Вы хотите писать моим коллегам, коллегам в «Октябре» или «Знамени». Вы думаете, что уж они-то, наверное, не слышали, они, наверное, не знают. Но они знают, уверяю вас. И там не дураки сидят. И они все прекрасно знают.

И если вы так спешите задать ваш вопрос, то вам, наверное, кажется, что он не может быть оставлен без ответа, что это вопрос великой важности. Но, видите ли, не вы один его задавали. Да, не вы один, а и я, и он, и даже эти, быть может, товарищи, любезно стоящие рядом с нами, да, и даже эти любезные товарищи.

Так что — что я могу ответить вам? Ищите, мой дорогой друг, ищите и старайтесь. Сложные истины не даются просто так. Трудитесь, трудитесь много, трудитесь во благо, — себе и другим во благо. Вы сами все поймете, когда нащупаете правильный путь, а как поймете — не уклоняйтесь от него; да, я прошу, я заклинаю вас — не уклоняйтесь. Но я, дорогой друг, вижу, что вы с тропы не сойдете, нет, уж вы-то будете идти до конца. Я вижу это по вашим глазам. Идите, идите своей дорогой, я вас, можно сказать, благословляю, если нам, кхе-кхе, позволено так сказать. И я верю в вас, дорогой товарищ. Да, я верю в вас.

Виктор, начинайте.»

Стукнув напоследок тростью об пол, Максим Горький ушел.
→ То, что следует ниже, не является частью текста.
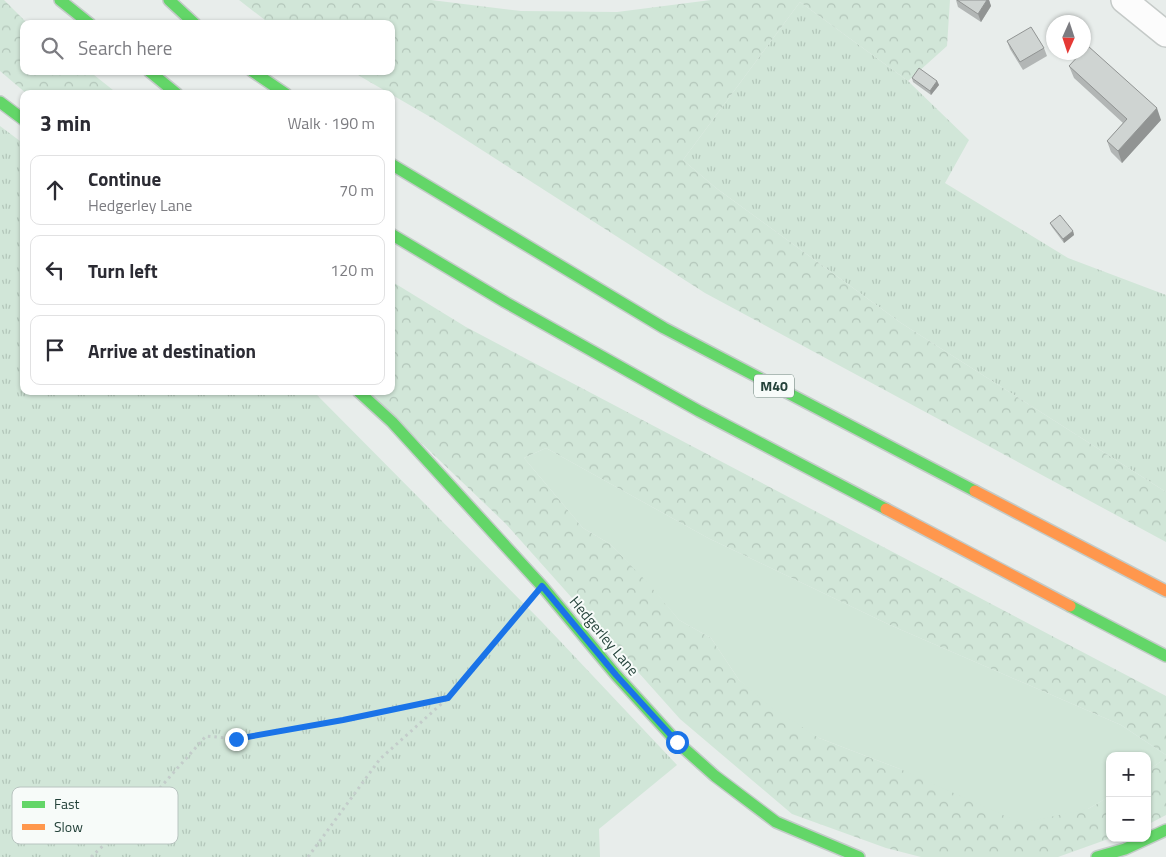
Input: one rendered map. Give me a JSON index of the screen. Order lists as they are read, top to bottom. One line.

Ушли, поддерживая его, и двое молодых людей, расставленных по углам; двери закрылись, и в отделении почты остался последний из молодых людей, Виктор, все остальные люди и Захар. Как-то подтянувшись и весь даже собравшись, Виктор молодцевато сдвинул ногу к ноге, влез рукою в пальто, вынул из недр его, отщелкнув от пояса, блестящий пистолет вороненой стали, направил дуло его в крупные, ясные, смелые глаза Захара, взглянул на его сухие, мужественные светлые усы и пустил тяжелую пулю в его молодую, гордо расправленную грудь.